**Data shown**
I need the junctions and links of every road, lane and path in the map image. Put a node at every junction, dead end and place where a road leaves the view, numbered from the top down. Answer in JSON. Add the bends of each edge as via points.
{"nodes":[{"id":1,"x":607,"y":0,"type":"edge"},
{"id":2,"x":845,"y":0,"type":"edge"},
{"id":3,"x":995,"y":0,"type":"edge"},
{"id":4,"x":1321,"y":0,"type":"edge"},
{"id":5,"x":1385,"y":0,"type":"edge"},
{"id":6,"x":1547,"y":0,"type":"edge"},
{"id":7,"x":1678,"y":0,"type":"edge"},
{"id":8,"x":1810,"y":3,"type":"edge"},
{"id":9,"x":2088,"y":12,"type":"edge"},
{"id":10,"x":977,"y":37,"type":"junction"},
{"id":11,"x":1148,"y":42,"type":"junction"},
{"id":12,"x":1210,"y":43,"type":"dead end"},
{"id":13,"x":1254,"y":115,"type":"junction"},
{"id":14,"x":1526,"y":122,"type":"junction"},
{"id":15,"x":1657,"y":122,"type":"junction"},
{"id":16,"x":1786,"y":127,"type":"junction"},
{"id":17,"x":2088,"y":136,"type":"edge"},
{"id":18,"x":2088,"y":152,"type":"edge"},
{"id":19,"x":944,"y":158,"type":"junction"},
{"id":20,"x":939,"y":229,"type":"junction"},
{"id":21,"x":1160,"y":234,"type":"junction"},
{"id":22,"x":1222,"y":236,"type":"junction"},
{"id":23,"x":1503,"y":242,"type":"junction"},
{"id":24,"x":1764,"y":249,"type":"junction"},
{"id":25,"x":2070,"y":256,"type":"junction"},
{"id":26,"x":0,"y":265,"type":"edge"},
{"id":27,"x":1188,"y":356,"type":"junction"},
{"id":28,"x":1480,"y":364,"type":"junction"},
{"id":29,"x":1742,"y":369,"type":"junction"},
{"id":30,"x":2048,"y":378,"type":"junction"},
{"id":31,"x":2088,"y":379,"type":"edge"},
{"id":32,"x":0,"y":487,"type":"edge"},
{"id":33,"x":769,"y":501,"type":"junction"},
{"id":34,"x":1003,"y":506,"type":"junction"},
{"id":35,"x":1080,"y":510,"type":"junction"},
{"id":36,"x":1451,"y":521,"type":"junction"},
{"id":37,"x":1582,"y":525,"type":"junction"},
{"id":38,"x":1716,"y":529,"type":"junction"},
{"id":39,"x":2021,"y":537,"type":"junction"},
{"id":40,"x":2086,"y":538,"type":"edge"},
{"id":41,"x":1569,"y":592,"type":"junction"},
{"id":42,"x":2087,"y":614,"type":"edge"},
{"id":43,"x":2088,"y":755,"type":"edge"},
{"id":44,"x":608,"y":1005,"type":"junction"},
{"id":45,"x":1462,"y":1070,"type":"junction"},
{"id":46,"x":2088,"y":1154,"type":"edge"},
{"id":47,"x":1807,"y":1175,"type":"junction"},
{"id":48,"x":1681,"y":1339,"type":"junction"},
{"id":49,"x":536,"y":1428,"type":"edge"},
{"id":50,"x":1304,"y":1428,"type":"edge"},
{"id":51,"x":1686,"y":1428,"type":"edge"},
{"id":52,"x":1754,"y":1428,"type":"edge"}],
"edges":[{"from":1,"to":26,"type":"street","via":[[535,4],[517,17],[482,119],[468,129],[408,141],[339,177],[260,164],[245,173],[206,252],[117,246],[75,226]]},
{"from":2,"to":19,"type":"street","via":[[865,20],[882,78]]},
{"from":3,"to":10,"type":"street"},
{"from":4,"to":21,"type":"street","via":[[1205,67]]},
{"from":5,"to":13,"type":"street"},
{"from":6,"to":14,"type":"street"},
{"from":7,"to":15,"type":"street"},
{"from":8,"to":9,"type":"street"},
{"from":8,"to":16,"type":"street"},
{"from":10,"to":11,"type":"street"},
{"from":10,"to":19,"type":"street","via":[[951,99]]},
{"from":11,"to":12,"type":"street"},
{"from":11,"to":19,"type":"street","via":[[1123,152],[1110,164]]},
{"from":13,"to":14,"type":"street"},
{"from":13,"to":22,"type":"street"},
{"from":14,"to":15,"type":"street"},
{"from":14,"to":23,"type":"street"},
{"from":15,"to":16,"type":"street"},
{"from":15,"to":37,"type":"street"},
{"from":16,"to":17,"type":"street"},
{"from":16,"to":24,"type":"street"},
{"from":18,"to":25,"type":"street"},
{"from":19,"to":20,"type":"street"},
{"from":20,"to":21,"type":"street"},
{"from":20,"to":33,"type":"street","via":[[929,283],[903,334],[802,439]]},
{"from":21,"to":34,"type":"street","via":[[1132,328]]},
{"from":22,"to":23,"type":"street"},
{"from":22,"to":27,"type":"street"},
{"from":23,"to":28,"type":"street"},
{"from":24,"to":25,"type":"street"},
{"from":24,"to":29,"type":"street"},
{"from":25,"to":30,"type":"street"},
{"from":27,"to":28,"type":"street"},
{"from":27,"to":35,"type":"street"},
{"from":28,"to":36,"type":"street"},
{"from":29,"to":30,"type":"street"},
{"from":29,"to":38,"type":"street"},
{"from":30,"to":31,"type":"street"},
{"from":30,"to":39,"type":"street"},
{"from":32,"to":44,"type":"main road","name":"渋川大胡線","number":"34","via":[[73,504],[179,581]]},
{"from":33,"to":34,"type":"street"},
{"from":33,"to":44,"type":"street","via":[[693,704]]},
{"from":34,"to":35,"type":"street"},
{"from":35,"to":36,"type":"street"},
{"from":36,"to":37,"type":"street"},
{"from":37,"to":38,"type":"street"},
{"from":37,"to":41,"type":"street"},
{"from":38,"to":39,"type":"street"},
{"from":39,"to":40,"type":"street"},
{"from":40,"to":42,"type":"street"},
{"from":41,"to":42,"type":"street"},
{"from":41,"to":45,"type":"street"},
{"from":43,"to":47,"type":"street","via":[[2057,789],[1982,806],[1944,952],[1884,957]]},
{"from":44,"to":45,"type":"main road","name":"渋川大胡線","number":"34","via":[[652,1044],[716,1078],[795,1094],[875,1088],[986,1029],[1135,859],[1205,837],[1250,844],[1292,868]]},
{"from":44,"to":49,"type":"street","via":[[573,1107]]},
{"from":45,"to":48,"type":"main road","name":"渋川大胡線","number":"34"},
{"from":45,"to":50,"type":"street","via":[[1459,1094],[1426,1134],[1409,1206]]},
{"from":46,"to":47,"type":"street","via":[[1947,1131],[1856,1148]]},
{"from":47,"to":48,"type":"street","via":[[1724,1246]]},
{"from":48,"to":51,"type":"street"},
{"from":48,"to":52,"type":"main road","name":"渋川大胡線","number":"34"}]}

**Problem to work on**
Show every line above in which the word "dead" is found.

**Task answer**
I need the junctions and links of every road, lane and path in the map image. Put a node at every junction, dead end and place where a road leaves the view, numbered from the top down. Answer in JSON. Add the bends of each edge as via points.
{"id":12,"x":1210,"y":43,"type":"dead end"},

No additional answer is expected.